= Directions for this task =
When you print the material, keep every line identical to the original.

——————————

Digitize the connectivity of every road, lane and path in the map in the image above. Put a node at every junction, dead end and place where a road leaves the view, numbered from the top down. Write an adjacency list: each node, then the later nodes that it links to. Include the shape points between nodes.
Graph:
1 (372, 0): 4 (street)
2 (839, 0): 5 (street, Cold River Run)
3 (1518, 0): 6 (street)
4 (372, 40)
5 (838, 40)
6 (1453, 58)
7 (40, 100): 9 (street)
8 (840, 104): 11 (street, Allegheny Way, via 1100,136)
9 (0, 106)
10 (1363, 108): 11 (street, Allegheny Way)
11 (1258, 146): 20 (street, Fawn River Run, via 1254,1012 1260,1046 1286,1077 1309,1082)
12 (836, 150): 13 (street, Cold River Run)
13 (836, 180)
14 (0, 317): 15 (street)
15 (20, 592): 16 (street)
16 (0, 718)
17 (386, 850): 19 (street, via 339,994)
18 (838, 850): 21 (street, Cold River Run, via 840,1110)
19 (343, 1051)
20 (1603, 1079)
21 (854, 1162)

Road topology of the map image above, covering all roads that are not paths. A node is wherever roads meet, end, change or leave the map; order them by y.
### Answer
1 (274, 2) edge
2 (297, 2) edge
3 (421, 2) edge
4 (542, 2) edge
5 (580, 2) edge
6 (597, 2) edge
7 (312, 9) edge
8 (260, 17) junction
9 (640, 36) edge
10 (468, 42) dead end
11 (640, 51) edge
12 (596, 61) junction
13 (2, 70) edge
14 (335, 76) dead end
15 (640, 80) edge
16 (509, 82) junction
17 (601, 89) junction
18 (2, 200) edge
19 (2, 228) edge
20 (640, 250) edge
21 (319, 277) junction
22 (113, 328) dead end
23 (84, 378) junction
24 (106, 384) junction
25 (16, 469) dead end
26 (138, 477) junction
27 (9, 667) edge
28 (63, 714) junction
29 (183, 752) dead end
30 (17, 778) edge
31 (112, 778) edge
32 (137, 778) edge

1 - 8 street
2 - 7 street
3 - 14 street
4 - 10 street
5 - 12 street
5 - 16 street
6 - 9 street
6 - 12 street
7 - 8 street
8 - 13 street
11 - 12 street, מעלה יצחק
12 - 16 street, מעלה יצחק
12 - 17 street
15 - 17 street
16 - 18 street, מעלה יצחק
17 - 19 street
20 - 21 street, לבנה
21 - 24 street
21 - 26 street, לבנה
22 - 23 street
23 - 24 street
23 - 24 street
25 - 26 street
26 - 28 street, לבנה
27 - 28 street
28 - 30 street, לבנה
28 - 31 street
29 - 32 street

——————————

= Reply =
Digitize the connectivity of every road, lane and path in the map in the image above. Put a node at every junction, dead end and place where a road leaves the view, numbered from the top down. Write an adjacency list: each node, then the later nodes that it links to. Include the shape points between nodes.
Graph:
1 (372, 0): 4 (street)
2 (839, 0): 5 (street, Cold River Run)
3 (1518, 0): 6 (street)
4 (372, 40)
5 (838, 40)
6 (1453, 58)
7 (40, 100): 9 (street)
8 (840, 104): 11 (street, Allegheny Way, via 1100,136)
9 (0, 106)
10 (1363, 108): 11 (street, Allegheny Way)
11 (1258, 146): 20 (street, Fawn River Run, via 1254,1012 1260,1046 1286,1077 1309,1082)
12 (836, 150): 13 (street, Cold River Run)
13 (836, 180)
14 (0, 317): 15 (street)
15 (20, 592): 16 (street)
16 (0, 718)
17 (386, 850): 19 (street, via 339,994)
18 (838, 850): 21 (street, Cold River Run, via 840,1110)
19 (343, 1051)
20 (1603, 1079)
21 (854, 1162)

Road topology of the map image above, covering all roads that are not paths. A node is wherever roads meet, end, change or leave the map; order them by y.
### Answer
1 (274, 2) edge
2 (297, 2) edge
3 (421, 2) edge
4 (542, 2) edge
5 (580, 2) edge
6 (597, 2) edge
7 (312, 9) edge
8 (260, 17) junction
9 (640, 36) edge
10 (468, 42) dead end
11 (640, 51) edge
12 (596, 61) junction
13 (2, 70) edge
14 (335, 76) dead end
15 (640, 80) edge
16 (509, 82) junction
17 (601, 89) junction
18 (2, 200) edge
19 (2, 228) edge
20 (640, 250) edge
21 (319, 277) junction
22 (113, 328) dead end
23 (84, 378) junction
24 (106, 384) junction
25 (16, 469) dead end
26 (138, 477) junction
27 (9, 667) edge
28 (63, 714) junction
29 (183, 752) dead end
30 (17, 778) edge
31 (112, 778) edge
32 (137, 778) edge

1 - 8 street
2 - 7 street
3 - 14 street
4 - 10 street
5 - 12 street
5 - 16 street
6 - 9 street
6 - 12 street
7 - 8 street
8 - 13 street
11 - 12 street, מעלה יצחק
12 - 16 street, מעלה יצחק
12 - 17 street
15 - 17 street
16 - 18 street, מעלה יצחק
17 - 19 street
20 - 21 street, לבנה
21 - 24 street
21 - 26 street, לבנה
22 - 23 street
23 - 24 street
23 - 24 street
25 - 26 street
26 - 28 street, לבנה
27 - 28 street
28 - 30 street, לבנה
28 - 31 street
29 - 32 street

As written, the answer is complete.